The fear of coronavirus during the first coronavirus wave in Israel caused patients going through cardiac events to arrive at a hospital an hour later on average compared to the same time period in 2018, a study published on Tuesday showed.
The research is based on data from 13 hospitals in Israel gathered between March 9 and April 30, the peak of the country's first COVID-19 wave, and the parallel period in 2018.
The data shows the number of hospitalizations remained steady, but in 2020 it took patients three hours from to arrive at the hospital from the moment they began experiencing symptoms of a cardiac event, compared to just two hours in 2018.
Such delays in receiving treatment had a significant effect on the state in which patients arrived at hospitals – nearly twice as many patients in 2020 arrived at hospitals in a state of heart failure or cardiogenic shock, as evidence of damage likely caused by the delay.
The findings were published after the Health Ministry instructed hospitals to reduce activities unrelated to the treatment of coronavirus patients.
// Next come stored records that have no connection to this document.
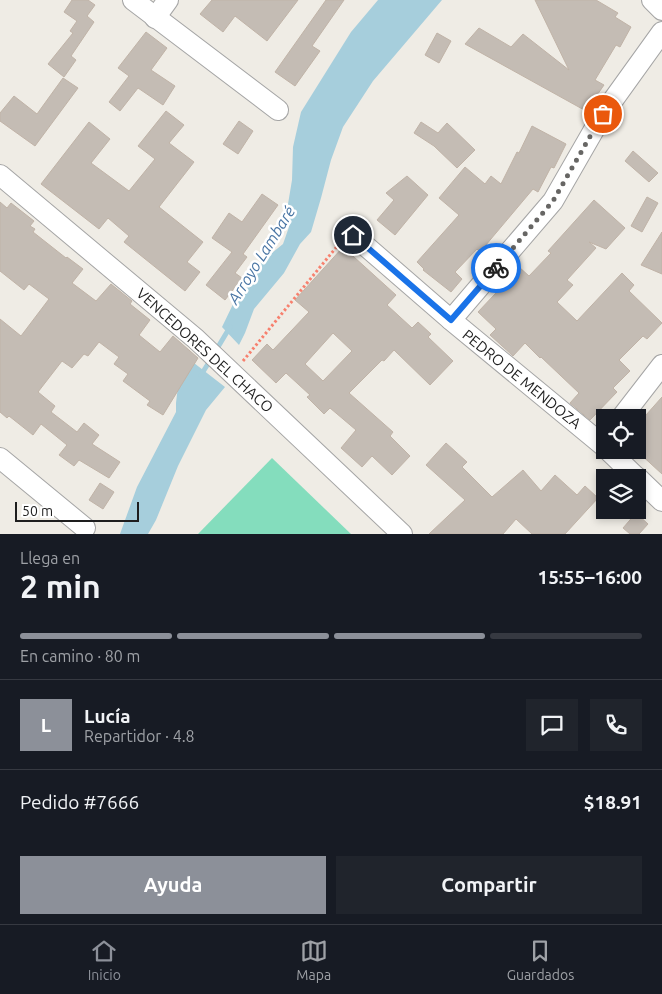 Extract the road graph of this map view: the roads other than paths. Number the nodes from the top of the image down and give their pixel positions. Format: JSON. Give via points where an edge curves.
{"nodes":[{"id":1,"x":132,"y":0,"type":"edge"},
{"id":2,"x":168,"y":0,"type":"edge"},
{"id":3,"x":652,"y":0,"type":"edge"},
{"id":4,"x":662,"y":10,"type":"edge"},
{"id":5,"x":154,"y":18,"type":"junction"},
{"id":6,"x":662,"y":32,"type":"edge"},
{"id":7,"x":278,"y":110,"type":"dead end"},
{"id":8,"x":0,"y":175,"type":"edge"},
{"id":9,"x":353,"y":235,"type":"road end"},
{"id":10,"x":451,"y":320,"type":"junction"},
{"id":11,"x":662,"y":365,"type":"edge"},
{"id":12,"x":628,"y":409,"type":"edge"},
{"id":13,"x":596,"y":438,"type":"edge"},
{"id":14,"x":0,"y":458,"type":"edge"},
{"id":15,"x":619,"y":459,"type":"edge"},
{"id":16,"x":628,"y":469,"type":"edge"},
{"id":17,"x":646,"y":486,"type":"edge"},
{"id":18,"x":662,"y":501,"type":"edge"},
{"id":19,"x":85,"y":528,"type":"dead end"},
{"id":20,"x":402,"y":534,"type":"edge"}],
"edges":[{"from":1,"to":5,"type":"street"},
{"from":2,"to":5,"type":"street"},
{"from":3,"to":4,"type":"street"},
{"from":5,"to":7,"type":"street"},
{"from":6,"to":10,"type":"street","via":[[603,114],[553,201]]},
{"from":8,"to":20,"type":"street","name":"VENCEDORES DEL CHACO","via":[[196,339]]},
{"from":9,"to":10,"type":"street","name":"PEDRO DE MENDOZA"},
{"from":10,"to":13,"type":"street","name":"PEDRO DE MENDOZA"},
{"from":11,"to":12,"type":"street"},
{"from":14,"to":19,"type":"street"},
{"from":15,"to":16,"type":"street","name":"PEDRO DE MENDOZA"},
{"from":17,"to":18,"type":"street","name":"PEDRO DE MENDOZA"}]}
Physicians have warned that during the crisis such a policy could have severe consequences on the medical condition of countless patients who require urgent medical procedures that could get postponed.
One of the physicians behind the study, Director of the Intensive Cardiac Care Department at the Sheba Medical Center Prof. Shlomi Matetzky, said that as time passes from the onset of symptoms until the beginning of treatment, the damage can become more severe.
Prof. Matetzky also reserved that some patients may have died in their homes as a result of the delay and therefore were not included in the statistics.